* **Records supplied**:
↓

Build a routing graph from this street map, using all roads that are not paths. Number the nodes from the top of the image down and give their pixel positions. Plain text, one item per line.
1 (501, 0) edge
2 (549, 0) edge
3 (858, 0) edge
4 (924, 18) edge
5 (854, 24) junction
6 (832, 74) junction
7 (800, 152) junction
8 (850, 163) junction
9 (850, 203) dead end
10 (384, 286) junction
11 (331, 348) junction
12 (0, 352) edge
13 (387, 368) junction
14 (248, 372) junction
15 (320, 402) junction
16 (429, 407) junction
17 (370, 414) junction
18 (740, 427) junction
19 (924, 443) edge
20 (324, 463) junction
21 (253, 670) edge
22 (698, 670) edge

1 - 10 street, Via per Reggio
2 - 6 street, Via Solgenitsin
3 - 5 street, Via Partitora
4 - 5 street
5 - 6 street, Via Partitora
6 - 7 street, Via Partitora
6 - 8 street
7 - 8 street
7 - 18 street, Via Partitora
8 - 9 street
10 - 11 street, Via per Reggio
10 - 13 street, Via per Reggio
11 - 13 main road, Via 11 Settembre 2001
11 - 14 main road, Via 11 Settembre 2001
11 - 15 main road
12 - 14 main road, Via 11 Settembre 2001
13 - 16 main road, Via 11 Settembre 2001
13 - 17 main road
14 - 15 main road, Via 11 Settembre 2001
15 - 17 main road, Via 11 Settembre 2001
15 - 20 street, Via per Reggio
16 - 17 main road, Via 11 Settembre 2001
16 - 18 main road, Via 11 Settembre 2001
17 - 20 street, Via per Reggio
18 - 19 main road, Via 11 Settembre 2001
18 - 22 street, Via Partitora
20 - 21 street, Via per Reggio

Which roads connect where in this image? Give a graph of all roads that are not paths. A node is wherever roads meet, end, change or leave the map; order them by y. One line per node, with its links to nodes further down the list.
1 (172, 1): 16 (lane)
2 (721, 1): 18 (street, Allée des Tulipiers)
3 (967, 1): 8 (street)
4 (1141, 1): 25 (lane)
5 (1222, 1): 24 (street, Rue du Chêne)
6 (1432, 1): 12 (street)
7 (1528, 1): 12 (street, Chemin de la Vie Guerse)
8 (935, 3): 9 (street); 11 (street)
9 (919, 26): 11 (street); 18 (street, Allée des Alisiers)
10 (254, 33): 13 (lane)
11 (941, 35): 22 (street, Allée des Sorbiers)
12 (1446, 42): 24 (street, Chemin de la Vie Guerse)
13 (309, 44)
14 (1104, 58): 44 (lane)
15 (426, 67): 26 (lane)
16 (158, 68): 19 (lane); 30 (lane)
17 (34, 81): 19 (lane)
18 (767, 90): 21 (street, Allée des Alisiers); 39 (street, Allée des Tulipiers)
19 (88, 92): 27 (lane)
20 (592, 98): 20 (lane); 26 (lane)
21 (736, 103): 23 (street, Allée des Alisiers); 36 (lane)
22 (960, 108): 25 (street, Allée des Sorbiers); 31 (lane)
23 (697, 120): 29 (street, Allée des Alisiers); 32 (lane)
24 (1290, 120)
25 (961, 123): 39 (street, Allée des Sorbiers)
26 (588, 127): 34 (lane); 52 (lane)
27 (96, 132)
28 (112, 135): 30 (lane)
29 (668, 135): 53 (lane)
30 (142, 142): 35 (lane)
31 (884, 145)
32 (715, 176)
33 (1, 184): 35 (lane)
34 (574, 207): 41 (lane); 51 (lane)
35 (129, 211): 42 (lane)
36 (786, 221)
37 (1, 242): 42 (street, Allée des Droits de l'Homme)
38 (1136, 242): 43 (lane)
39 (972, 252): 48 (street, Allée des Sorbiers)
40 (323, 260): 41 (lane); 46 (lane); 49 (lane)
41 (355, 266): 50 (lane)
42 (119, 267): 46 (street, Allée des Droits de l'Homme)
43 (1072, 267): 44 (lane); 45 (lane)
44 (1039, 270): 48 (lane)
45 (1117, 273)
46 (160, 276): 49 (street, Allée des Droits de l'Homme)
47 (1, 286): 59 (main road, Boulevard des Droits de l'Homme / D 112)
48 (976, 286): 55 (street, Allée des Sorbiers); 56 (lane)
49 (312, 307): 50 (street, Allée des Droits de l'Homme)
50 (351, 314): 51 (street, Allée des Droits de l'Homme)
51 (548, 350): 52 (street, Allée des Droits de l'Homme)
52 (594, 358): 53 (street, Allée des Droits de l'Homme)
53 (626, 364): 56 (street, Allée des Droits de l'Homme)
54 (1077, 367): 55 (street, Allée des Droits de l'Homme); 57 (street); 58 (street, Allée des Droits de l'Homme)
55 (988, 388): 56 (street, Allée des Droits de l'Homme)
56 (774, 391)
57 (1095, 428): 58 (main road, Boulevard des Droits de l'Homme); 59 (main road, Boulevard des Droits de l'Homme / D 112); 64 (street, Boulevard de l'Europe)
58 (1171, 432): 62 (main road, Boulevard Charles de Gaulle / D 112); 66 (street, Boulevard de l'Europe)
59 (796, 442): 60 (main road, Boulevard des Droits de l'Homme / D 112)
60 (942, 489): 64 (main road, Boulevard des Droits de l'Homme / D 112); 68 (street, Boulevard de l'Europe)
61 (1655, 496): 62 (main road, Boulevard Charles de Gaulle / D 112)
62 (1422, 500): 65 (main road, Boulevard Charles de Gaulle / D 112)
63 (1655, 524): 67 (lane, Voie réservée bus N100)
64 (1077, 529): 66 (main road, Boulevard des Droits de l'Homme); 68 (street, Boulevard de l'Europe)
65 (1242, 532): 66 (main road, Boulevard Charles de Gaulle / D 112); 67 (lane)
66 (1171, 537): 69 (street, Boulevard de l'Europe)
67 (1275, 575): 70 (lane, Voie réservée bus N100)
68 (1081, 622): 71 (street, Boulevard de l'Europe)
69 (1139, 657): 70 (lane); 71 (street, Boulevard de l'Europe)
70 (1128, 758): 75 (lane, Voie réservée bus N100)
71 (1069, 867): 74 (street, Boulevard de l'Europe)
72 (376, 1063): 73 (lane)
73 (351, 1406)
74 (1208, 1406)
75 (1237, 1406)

↑

* **Problem to solve**: What is the number of lines in the data above that contain the word "Voie"? Report the figure only.

* **Result**: 3